## Work task
Since only the words are wanted, reproduce every entry exactly and leave the images behind.

Saved data entries:
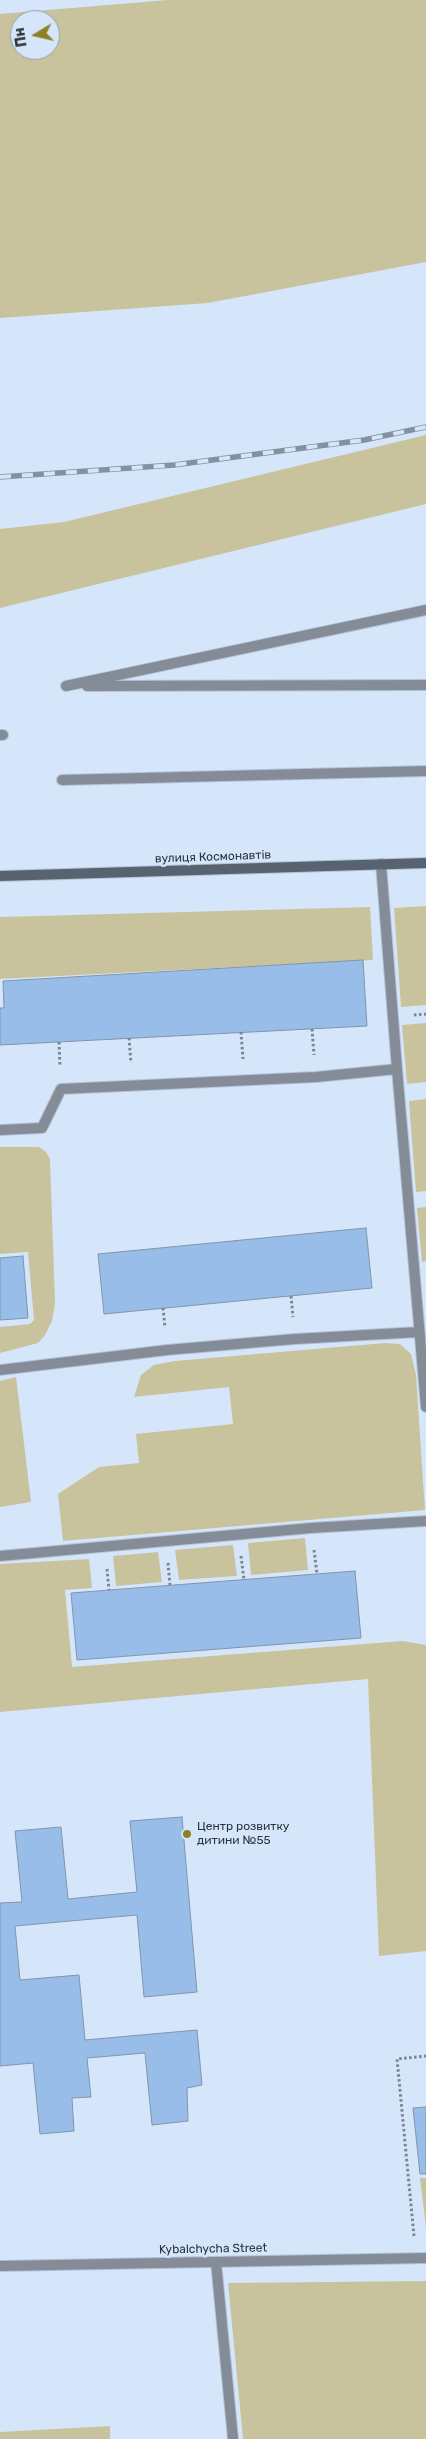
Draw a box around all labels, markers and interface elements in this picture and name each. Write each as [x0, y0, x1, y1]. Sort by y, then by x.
north arrow [10, 10, 60, 60]
text: Пн [11, 26, 31, 48]
street label: вулиця Космонавтів [155, 848, 271, 866]
place label: Центр розвитку дитини №55 [197, 1820, 289, 1848]
marker: Центр розвитку дитини №55 [181, 1828, 193, 1840]
street label: Kybalchycha Street [159, 2241, 267, 2257]

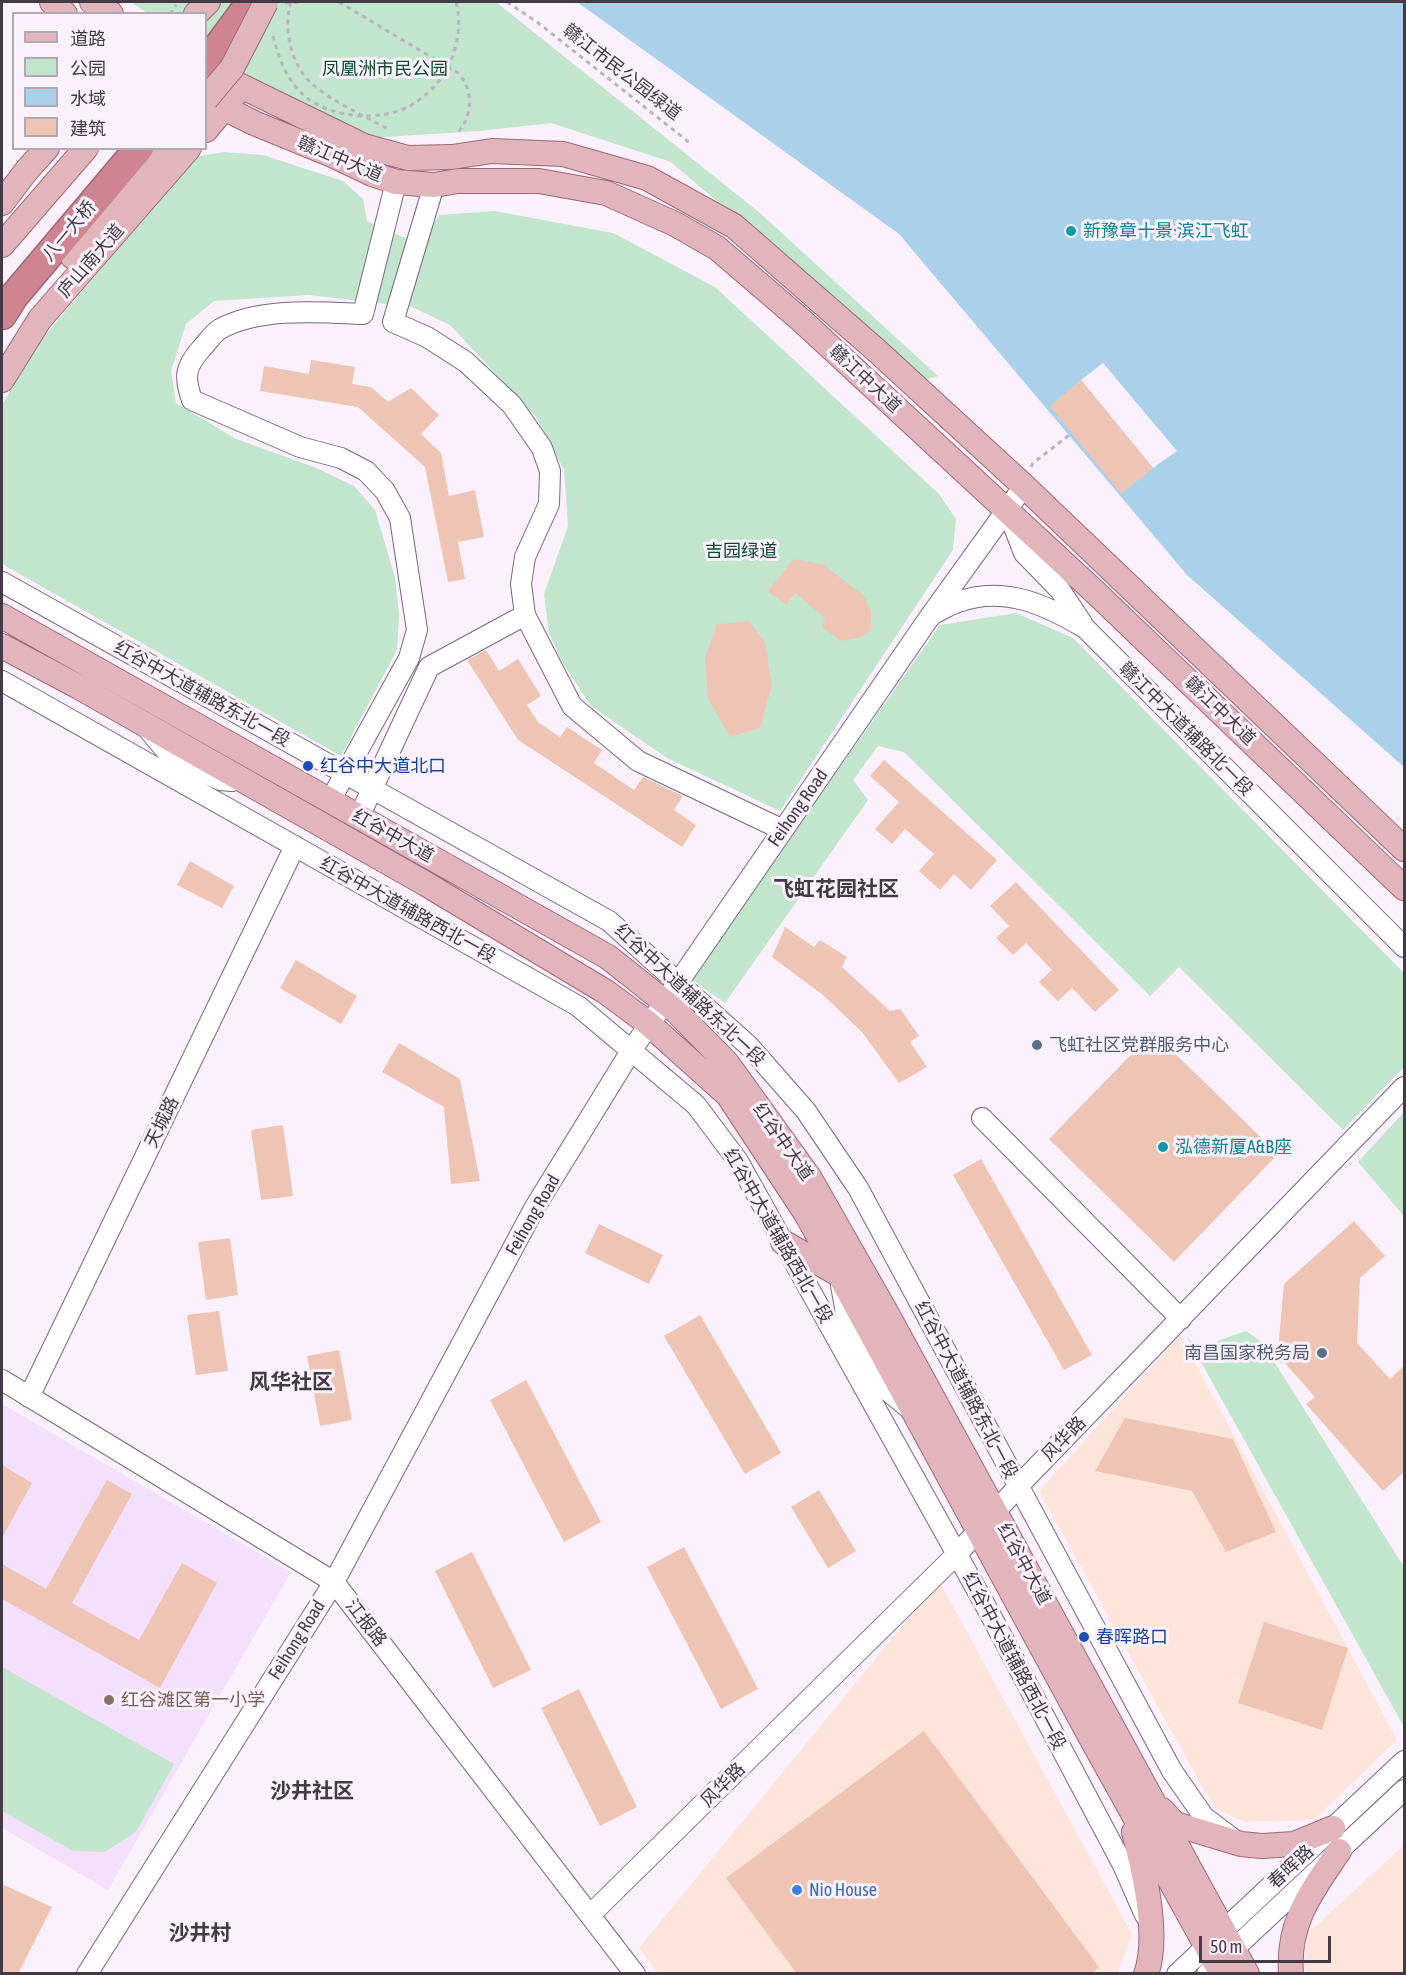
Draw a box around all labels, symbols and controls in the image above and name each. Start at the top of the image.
legend [12,12,207,150]
street label: 赣江市民公园绿道 [559,19,685,125]
text: 道路 [70,28,106,49]
text: 公园 [70,58,106,79]
park label: 凤凰洲市民公园 [322,58,448,80]
text: 水域 [70,88,106,109]
text: 建筑 [70,118,106,139]
street label: 赣江中大道 [294,131,386,187]
street label: 八一大桥 [38,196,100,266]
street label: 庐山南大道 [53,220,129,302]
place label: 新豫章十景·滨江飞虹 [1083,220,1249,242]
marker: 新豫章十景·滨江飞虹 [1064,224,1078,238]
street label: 赣江中大道 [825,340,905,418]
park label: 吉园绿道 [705,540,777,562]
street label: 红谷中大道辅路东北一段 [110,637,294,751]
street label: 赣江中大道辅路北一段 [1115,658,1257,800]
street label: 赣江中大道 [1180,672,1260,750]
place label: 红谷中大道北口 [320,755,446,777]
marker: 红谷中大道北口 [301,759,315,773]
street label: Feihong Road [763,765,833,851]
street label: 红谷中大道 [348,805,438,867]
street label: 红谷中大道辅路西北一段 [316,853,500,967]
district label: 飞虹花园社区 [773,876,899,902]
street label: 红谷中大道辅路东北一段 [610,920,770,1070]
place label: 飞虹社区党群服务中心 [1049,1034,1229,1056]
marker: 飞虹社区党群服务中心 [1030,1038,1044,1052]
street label: 天城路 [140,1093,184,1151]
street label: 红谷中大道 [748,1099,818,1185]
place label: 泓德新厦A&B座 [1175,1136,1292,1158]
marker: 泓德新厦A&B座 [1156,1140,1170,1154]
street label: 红谷中大道辅路西北一段 [719,1145,837,1327]
street label: Feihong Road [501,1171,565,1259]
street label: 红谷中大道辅路东北一段 [910,1298,1022,1482]
place label: 南昌国家税务局 [1184,1342,1310,1364]
marker: 南昌国家税务局 [1315,1346,1329,1360]
district label: 风华社区 [249,1369,333,1395]
street label: 风华路 [1037,1412,1091,1466]
street label: 红谷中大道 [993,1519,1055,1609]
street label: 红谷中大道辅路西北一段 [958,1569,1070,1753]
street label: 江报路 [341,1595,391,1651]
street label: Feihong Road [264,1596,330,1684]
place label: 春晖路口 [1096,1626,1168,1648]
marker: 春晖路口 [1077,1630,1091,1644]
place label: 红谷滩区第一小学 [121,1689,265,1711]
marker: 红谷滩区第一小学 [102,1693,116,1707]
street label: 风华路 [696,1758,750,1812]
district label: 沙井社区 [270,1778,354,1804]
street label: 春晖路 [1264,1841,1318,1893]
place label: Nio House [809,1879,877,1901]
marker: Nio House [790,1883,804,1897]
district label: 沙井村 [169,1920,231,1946]
scale bar [1202,1924,1334,1962]
text: 50 m [1210,1936,1242,1957]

## Answer to the problem
Draw a box around all labels, markers and interface elements in this picture and name each. Write each as [x0, y0, x1, y1]. Sort by y, then by x.
north arrow [10, 10, 60, 60]
text: Пн [11, 26, 31, 48]
street label: вулиця Космонавтів [155, 848, 271, 866]
place label: Центр розвитку дитини №55 [197, 1820, 289, 1848]
marker: Центр розвитку дитини №55 [181, 1828, 193, 1840]
street label: Kybalchycha Street [159, 2241, 267, 2257]

Draw a box around all labels, symbols and controls in the image above and name each. Start at the top of the image.
legend [12,12,207,150]
street label: 赣江市民公园绿道 [559,19,685,125]
text: 道路 [70,28,106,49]
text: 公园 [70,58,106,79]
park label: 凤凰洲市民公园 [322,58,448,80]
text: 水域 [70,88,106,109]
text: 建筑 [70,118,106,139]
street label: 赣江中大道 [294,131,386,187]
street label: 八一大桥 [38,196,100,266]
street label: 庐山南大道 [53,220,129,302]
place label: 新豫章十景·滨江飞虹 [1083,220,1249,242]
marker: 新豫章十景·滨江飞虹 [1064,224,1078,238]
street label: 赣江中大道 [825,340,905,418]
park label: 吉园绿道 [705,540,777,562]
street label: 红谷中大道辅路东北一段 [110,637,294,751]
street label: 赣江中大道辅路北一段 [1115,658,1257,800]
street label: 赣江中大道 [1180,672,1260,750]
place label: 红谷中大道北口 [320,755,446,777]
marker: 红谷中大道北口 [301,759,315,773]
street label: Feihong Road [763,765,833,851]
street label: 红谷中大道 [348,805,438,867]
street label: 红谷中大道辅路西北一段 [316,853,500,967]
district label: 飞虹花园社区 [773,876,899,902]
street label: 红谷中大道辅路东北一段 [610,920,770,1070]
place label: 飞虹社区党群服务中心 [1049,1034,1229,1056]
marker: 飞虹社区党群服务中心 [1030,1038,1044,1052]
street label: 天城路 [140,1093,184,1151]
street label: 红谷中大道 [748,1099,818,1185]
place label: 泓德新厦A&B座 [1175,1136,1292,1158]
marker: 泓德新厦A&B座 [1156,1140,1170,1154]
street label: 红谷中大道辅路西北一段 [719,1145,837,1327]
street label: Feihong Road [501,1171,565,1259]
street label: 红谷中大道辅路东北一段 [910,1298,1022,1482]
place label: 南昌国家税务局 [1184,1342,1310,1364]
marker: 南昌国家税务局 [1315,1346,1329,1360]
district label: 风华社区 [249,1369,333,1395]
street label: 风华路 [1037,1412,1091,1466]
street label: 红谷中大道 [993,1519,1055,1609]
street label: 红谷中大道辅路西北一段 [958,1569,1070,1753]
street label: 江报路 [341,1595,391,1651]
street label: Feihong Road [264,1596,330,1684]
place label: 春晖路口 [1096,1626,1168,1648]
marker: 春晖路口 [1077,1630,1091,1644]
place label: 红谷滩区第一小学 [121,1689,265,1711]
marker: 红谷滩区第一小学 [102,1693,116,1707]
street label: 风华路 [696,1758,750,1812]
district label: 沙井社区 [270,1778,354,1804]
street label: 春晖路 [1264,1841,1318,1893]
place label: Nio House [809,1879,877,1901]
marker: Nio House [790,1883,804,1897]
district label: 沙井村 [169,1920,231,1946]
scale bar [1202,1924,1334,1962]
text: 50 m [1210,1936,1242,1957]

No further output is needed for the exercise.